Sharp Corporation (Japan) is in trouble and will not survive.*
I remember my electronic goods buying philosophy in the noughties was (A) check out Sony’s products and then (B) buy the closest Sharp product (cheaper but still made in Japan). Having worked with Japanese companies when based in Asia I knew their approach to quality and I defaulted to Japanese made electronics for years. If I look at my lounge room now I find an LG (Korea) TV and an LG digital recorder. It seems I am not alone, with Sharp’s share of the flat screen TV market having dropped from an impressive 22% to less than 5% from 2004 to 2012. Over the same period, market leader Samsung went from 10% to 29%. (recent market shares for Samsung and LG have been 22% and 14% respectively; Sony 6.5%, Sharp < 3%)
Now Sharp isn’t some hi-tech start-up that had a one hit wonder-product. Sharp is 104 years old and was made famous by the mechanical pencil. In fact, their company name came from this product; the Ever-Sharp mechanical pencil. They pioneered the first commercial versions of the transistor calculator in 1964, the LCD calculator in 1973 and the first camera phone in 2000. From 2005 to 2010 it was the market share leader in mobile phones in Japan.
Some amazing products, over such a long time and yet they will not survive. Most of today’s market darlings are just like Sharp. Most of them have an amazing new product or two that have taken markets by storm, Apple being Exhibit 1. But truly impressive product innovation is proving not to be enough because markets are fracturing along technological, geographic and demographic fault lines. (Think Kodak, Napster, Motorola, Nokia, Polaroid, Blackberry, Nintendo, Palm) Globalisation is relocating entire production industries to different countries, consumers adopt newer better products faster than ever, price and performance comparisons are easy to make and ubiquitous. Never before have we needed to innovate how we work as much as we worry about selling our next novel product. And beware if you haven’t even got a new product to sell.
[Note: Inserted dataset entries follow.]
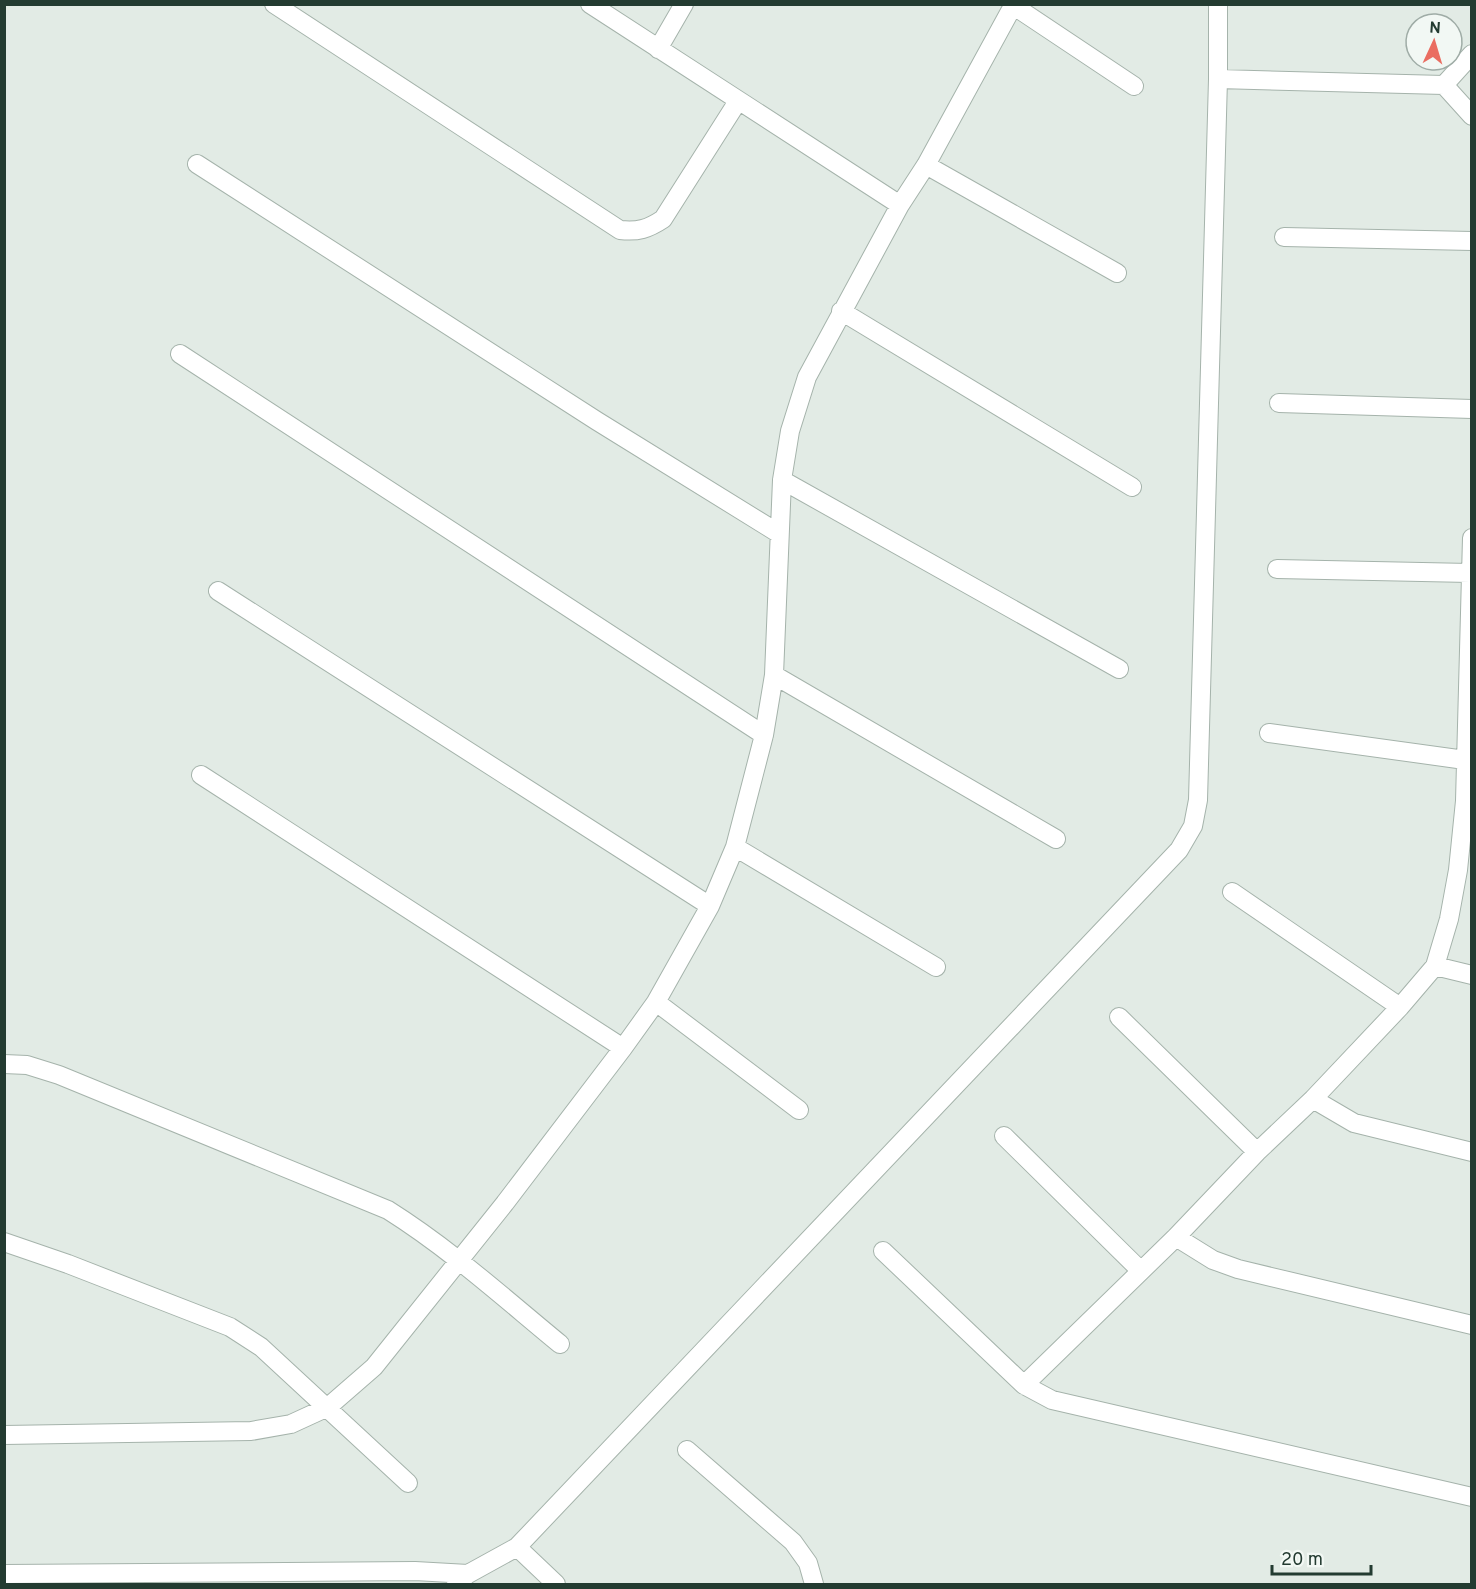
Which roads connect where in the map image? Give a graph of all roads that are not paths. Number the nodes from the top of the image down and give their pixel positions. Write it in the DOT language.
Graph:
graph roads {
  1 [pos="274,4"];
  2 [pos="590,4"];
  3 [pos="684,4"];
  4 [pos="1218,4"];
  5 [pos="1012,5"];
  6 [pos="658,49"];
  7 [pos="1472,54"];
  8 [pos="1218,79"];
  9 [pos="1444,85"];
  10 [pos="1134,86"];
  11 [pos="738,101"];
  12 [pos="1472,116"];
  13 [pos="197,164"];
  14 [pos="926,165"];
  15 [pos="900,205"];
  16 [pos="1284,237"];
  17 [pos="1472,241"];
  18 [pos="1117,273"];
  19 [pos="841,311"];
  20 [pos="180,354"];
  21 [pos="1280,403"];
  22 [pos="1472,409"];
  23 [pos="782,480"];
  24 [pos="1132,487"];
  25 [pos="778,533"];
  26 [pos="1472,538"];
  27 [pos="1277,569"];
  28 [pos="1470,573"];
  29 [pos="218,591"];
  30 [pos="1471,619"];
  31 [pos="1119,669"];
  32 [pos="774,675"];
  33 [pos="1269,733"];
  34 [pos="764,735"];
  35 [pos="1465,760"];
  36 [pos="201,775"];
  37 [pos="1468,801"];
  38 [pos="1056,839"];
  39 [pos="735,847"];
  40 [pos="1232,892"];
  41 [pos="710,906"];
  42 [pos="1436,966"];
  43 [pos="936,968"];
  44 [pos="1472,975"];
  45 [pos="656,1002"];
  46 [pos="1400,1007"];
  47 [pos="1119,1017"];
  48 [pos="623,1048"];
  49 [pos="4,1064"];
  50 [pos="1313,1099"];
  51 [pos="799,1110"];
  52 [pos="1004,1136"];
  53 [pos="1257,1152"];
  54 [pos="1472,1152"];
  55 [pos="1176,1237"];
  56 [pos="4,1242"];
  57 [pos="883,1251"];
  58 [pos="458,1259"];
  59 [pos="1140,1270"];
  60 [pos="1472,1324"];
  61 [pos="560,1344"];
  62 [pos="1024,1385"];
  63 [pos="328,1407"];
  64 [pos="4,1436"];
  65 [pos="687,1450"];
  66 [pos="408,1483"];
  67 [pos="1472,1497"];
  68 [pos="517,1547"];
  69 [pos="4,1574"];
  70 [pos="462,1580"];
  71 [pos="556,1584"];
  72 [pos="814,1584"];
  1 -- 11 [label="street"];
  2 -- 6 [label="street"];
  3 -- 6 [label="street"];
  4 -- 8 [label="street"];
  5 -- 10 [label="street"];
  5 -- 14 [label="street"];
  6 -- 11 [label="street"];
  7 -- 9 [label="street"];
  8 -- 9 [label="street"];
  8 -- 68 [label="street"];
  9 -- 12 [label="street"];
  11 -- 15 [label="street"];
  13 -- 25 [label="street"];
  14 -- 15 [label="street"];
  14 -- 18 [label="street"];
  15 -- 19 [label="street"];
  16 -- 17 [label="street"];
  19 -- 23 [label="street"];
  19 -- 24 [label="street"];
  20 -- 34 [label="street"];
  21 -- 22 [label="street"];
  23 -- 25 [label="street"];
  23 -- 31 [label="street"];
  25 -- 32 [label="street"];
  26 -- 28 [label="street"];
  27 -- 28 [label="street"];
  28 -- 30 [label="street"];
  29 -- 41 [label="street"];
  30 -- 35 [label="street"];
  32 -- 34 [label="street"];
  32 -- 38 [label="street"];
  33 -- 35 [label="street"];
  34 -- 39 [label="street"];
  35 -- 37 [label="street"];
  36 -- 48 [label="street"];
  37 -- 42 [label="street"];
  39 -- 41 [label="street"];
  39 -- 43 [label="street"];
  40 -- 46 [label="street"];
  41 -- 45 [label="street"];
  42 -- 44 [label="street"];
  42 -- 46 [label="street"];
  45 -- 48 [label="street"];
  45 -- 51 [label="street"];
  46 -- 50 [label="street"];
  47 -- 53 [label="street"];
  48 -- 58 [label="street"];
  49 -- 58 [label="street"];
  50 -- 53 [label="street"];
  50 -- 54 [label="street"];
  52 -- 59 [label="street"];
  53 -- 55 [label="street"];
  55 -- 59 [label="street"];
  55 -- 60 [label="street"];
  56 -- 63 [label="street"];
  57 -- 62 [label="street"];
  58 -- 61 [label="street"];
  58 -- 63 [label="street"];
  59 -- 62 [label="street"];
  62 -- 67 [label="street"];
  63 -- 64 [label="street"];
  63 -- 66 [label="street"];
  65 -- 72 [label="street"];
  68 -- 70 [label="street"];
  68 -- 71 [label="street"];
  69 -- 70 [label="street"];
}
Here is some advice on how to work the HOW, to design NEXT
COMMUNICATION MODEL
Where is demand for your product growing most rapidly? Does the same sales and communication model work as well for this growth market as before or is it better served in a different way? Sharp was less successful in emerging markets than developed markets. The two choices for you to make are
Should we sell face to face or over the airwaves?
And using either of the above, are we best to communicate directly to our customer or is someone else better positioned to do that?
What should your mix of Direct Sales, Distributors, Agents, Advertising and Content Marketing be?
BUSINESS MODEL
Is your current business model the best for the times? Sharp invested heavily in LCD manufacturing factories. Does a consumer brand and product innovation company have to manufacture and what is the cost to do so? Is your product under more and more price competition? Where does building a service business fit in your future?
DIFFERENTIATION MODEL
How do you differentiate? If I go to your competitors’ websites will they say the same things you do? Are you truly different? You must excel at ONE of these – Best Product, Best Customer Experience or Best Price and daylight needs to be a clear second along that ONE dimension. Sharp had the best calculators and the best camera phones but when they lost their positions – where could they have gone next?
REVENUE MODEL
What revenue model should you have? Do our customers want to rent or buy? The rise of subscription models are clear evidence that our markets are less predisposed to ownership than they used to be. Are we charging for utilisation or a definitive ownership transaction? This is often linked to the business model in place but changes can be made.
If you feel like you are constantly needing to SHARPen your pencil (so meant to make that pun), it’s a sure sign you need to innovate the HOW as much as the WHAT.
* very likely to be acquired by Taiwanese company Foxconn. Sharp has over AUD 8 Billion in interest bearing debt.